Nightstream: MANDIBLES Review – Every Hustler Needs An Angle… Or A Giant Fly

Directed by Quentin Dupieux

Written by Quentin Dupieux

Starring  David Marsais, Grégoire Ludig, Adèle Exarchopoulos


Out of all the harebrained ideas thought up by desperate dolts, at least the two characters at the center of Quentin Dupieux’s Mandibles can be sure they’re the only ones to come up with this particular get-rich-quick scheme. You wouldn’t expect the director of Rubber, the 2010 killer tire movie featuring the legendary Wings Hauser, to tell a straightforward crime story but you might not predict just how ridiculous the premise would actually be. If Dupieux was the showrunner of a French version of America’s Dumbest Criminals, the lovable vagabonds and their…pet…would surely be in heavy rotation.
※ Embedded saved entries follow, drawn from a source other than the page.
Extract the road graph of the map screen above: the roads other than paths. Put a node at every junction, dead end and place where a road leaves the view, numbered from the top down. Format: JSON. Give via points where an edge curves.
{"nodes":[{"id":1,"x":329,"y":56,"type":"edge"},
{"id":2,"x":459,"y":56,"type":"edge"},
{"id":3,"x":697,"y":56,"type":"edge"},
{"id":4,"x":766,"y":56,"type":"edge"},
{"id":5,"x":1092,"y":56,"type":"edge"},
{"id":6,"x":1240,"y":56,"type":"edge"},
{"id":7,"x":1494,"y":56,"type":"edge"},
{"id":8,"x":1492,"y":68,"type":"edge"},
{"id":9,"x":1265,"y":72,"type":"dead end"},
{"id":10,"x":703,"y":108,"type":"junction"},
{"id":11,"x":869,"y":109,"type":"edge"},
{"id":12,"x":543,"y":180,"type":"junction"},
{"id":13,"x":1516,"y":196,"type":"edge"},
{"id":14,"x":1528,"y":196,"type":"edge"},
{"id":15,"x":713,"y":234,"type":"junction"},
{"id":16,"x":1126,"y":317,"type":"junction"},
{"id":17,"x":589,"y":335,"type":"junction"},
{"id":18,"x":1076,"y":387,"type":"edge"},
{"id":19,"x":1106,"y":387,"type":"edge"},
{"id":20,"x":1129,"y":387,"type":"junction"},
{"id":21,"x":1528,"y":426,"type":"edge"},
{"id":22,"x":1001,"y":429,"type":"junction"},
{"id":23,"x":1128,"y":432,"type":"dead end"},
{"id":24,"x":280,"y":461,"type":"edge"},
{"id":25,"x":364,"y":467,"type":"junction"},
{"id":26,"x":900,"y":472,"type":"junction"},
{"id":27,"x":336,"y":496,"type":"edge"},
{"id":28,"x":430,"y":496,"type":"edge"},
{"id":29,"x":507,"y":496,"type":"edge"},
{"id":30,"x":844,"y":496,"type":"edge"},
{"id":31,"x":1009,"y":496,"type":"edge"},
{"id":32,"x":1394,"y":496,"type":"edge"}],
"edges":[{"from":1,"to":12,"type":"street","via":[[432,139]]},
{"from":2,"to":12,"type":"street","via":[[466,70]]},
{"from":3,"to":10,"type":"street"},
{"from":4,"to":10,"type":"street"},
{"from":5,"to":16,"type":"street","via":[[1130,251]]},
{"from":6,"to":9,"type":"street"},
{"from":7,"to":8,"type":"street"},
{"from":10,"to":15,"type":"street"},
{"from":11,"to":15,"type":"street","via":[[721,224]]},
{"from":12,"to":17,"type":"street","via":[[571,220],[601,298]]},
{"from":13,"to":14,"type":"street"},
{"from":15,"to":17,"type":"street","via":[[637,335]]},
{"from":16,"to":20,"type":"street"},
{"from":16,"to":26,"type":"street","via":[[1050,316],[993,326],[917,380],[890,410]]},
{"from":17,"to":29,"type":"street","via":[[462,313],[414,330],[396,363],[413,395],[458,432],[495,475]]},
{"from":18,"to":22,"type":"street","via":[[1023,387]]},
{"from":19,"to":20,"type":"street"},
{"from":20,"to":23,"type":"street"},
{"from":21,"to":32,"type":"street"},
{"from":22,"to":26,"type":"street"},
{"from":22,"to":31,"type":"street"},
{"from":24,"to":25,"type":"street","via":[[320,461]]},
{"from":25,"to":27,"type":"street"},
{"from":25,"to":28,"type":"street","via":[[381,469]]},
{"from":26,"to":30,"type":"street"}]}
Riding the wave of life from one shipwreck to the next, Manu (Ludig) seems content with the beach bum life until he’s offered 500 Euros to take a mysterious briefcase to the coastal mansion of a wealthy elite. Along the way, he steals a car, grabs his bumbling buddy Jean-Gab (Marsais) and sets off as a newly empowered errand boy. Then…they discover a giant four foot fly in the trunk. The normal reaction would be to scream and run but, being the enterprising idiots they are, Manu and Jean-Gab decide to ghost the briefcase gig in favor of training the fly to steal food and money for them. While they work on transforming this miracle of nature into an illegal drone, a classic case of mistaken identity takes place when a group of vacationers think Manu is an old friend. Hiding their new find for the time being, they go along with a new scam for as long as they can until they’re exposed as imposters.
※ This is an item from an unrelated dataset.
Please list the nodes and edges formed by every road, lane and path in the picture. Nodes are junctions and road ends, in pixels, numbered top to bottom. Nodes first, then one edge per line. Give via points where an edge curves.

Sweetly named Dominique, the giant fly has an impressive range of emotions thanks to some effective puppetry that guides it to behave more like a loyal dog than a dangerous insect that could potentially eat your face off or throw up on your hand and eat it. Dominique never feels dangerous at all, actually, especially when it sneaks off to lap up some pool water or curl up hidden under blankets. Curiously, it is incredibly hangry and constantly needs feeding in the same way that Manu and Jean-Gab seem obsessed with eating. They never know when they’re going to get their next meal so they rudely stuff their faces to the dismay of the other dinner guests that are slowly realizing that something is off.

There is something inherently likable about the way Dupieux depicts his two moronic stars and Ludig and Marsais’ performances imbue them with a Dude-like sense of purposelessness. In one beach scene in particular, they seem to have invented their own philosophy on the spot reaching a kind of enlightened sense of existence. Manu’s long hair and visible paunch give him a huggable oafish quality that almost seems to be channeling Gerard Depardieu.

They’re just going with the flow which is why they casually react to a giant fly and think why can’t we use this to our advantage? That’s the magic of Mandibles and with Quentin Dupieux’s storytelling in general: Everything just is. The eccentric director is also an ex-DJ and he has a knack for picking an album at random and somehow making it work with another beat. Dominique the fly is about as random as it gets but in a story that sometimes feels out of rhythm, Dupieux lands a perfect ending that just makes you throw up your hands and smile.

  • MANDIBLES
4.0

Summary

There is something inherently likable about the way Dupieux depicts his two moronic stars and Ludig and Marsais’ performances imbue them with a Dude-like sense of purposelessness.